• **Problem statement**
Return all of the material that follows, keeping each line exactly as it is.

··· Provided records

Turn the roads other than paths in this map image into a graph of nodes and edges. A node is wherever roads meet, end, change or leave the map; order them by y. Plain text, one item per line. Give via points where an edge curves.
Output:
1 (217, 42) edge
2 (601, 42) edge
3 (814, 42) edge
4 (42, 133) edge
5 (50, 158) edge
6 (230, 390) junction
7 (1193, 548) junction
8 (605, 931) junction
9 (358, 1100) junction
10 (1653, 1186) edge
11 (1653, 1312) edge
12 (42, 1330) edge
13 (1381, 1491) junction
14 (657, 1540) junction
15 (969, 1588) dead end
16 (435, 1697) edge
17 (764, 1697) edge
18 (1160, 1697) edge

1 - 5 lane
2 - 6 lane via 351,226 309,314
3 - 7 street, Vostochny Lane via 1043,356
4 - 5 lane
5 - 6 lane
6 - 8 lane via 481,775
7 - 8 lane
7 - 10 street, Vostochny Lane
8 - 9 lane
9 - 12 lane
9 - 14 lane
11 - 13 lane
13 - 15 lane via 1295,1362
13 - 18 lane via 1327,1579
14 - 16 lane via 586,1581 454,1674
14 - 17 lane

······

• **Expected answer**
Turn the roads other than paths in this map image into a graph of nodes and edges. A node is wherever roads meet, end, change or leave the map; order them by y. Plain text, one item per line. Give via points where an edge curves.
Output:
1 (217, 42) edge
2 (601, 42) edge
3 (814, 42) edge
4 (42, 133) edge
5 (50, 158) edge
6 (230, 390) junction
7 (1193, 548) junction
8 (605, 931) junction
9 (358, 1100) junction
10 (1653, 1186) edge
11 (1653, 1312) edge
12 (42, 1330) edge
13 (1381, 1491) junction
14 (657, 1540) junction
15 (969, 1588) dead end
16 (435, 1697) edge
17 (764, 1697) edge
18 (1160, 1697) edge

1 - 5 lane
2 - 6 lane via 351,226 309,314
3 - 7 street, Vostochny Lane via 1043,356
4 - 5 lane
5 - 6 lane
6 - 8 lane via 481,775
7 - 8 lane
7 - 10 street, Vostochny Lane
8 - 9 lane
9 - 12 lane
9 - 14 lane
11 - 13 lane
13 - 15 lane via 1295,1362
13 - 18 lane via 1327,1579
14 - 16 lane via 586,1581 454,1674
14 - 17 lane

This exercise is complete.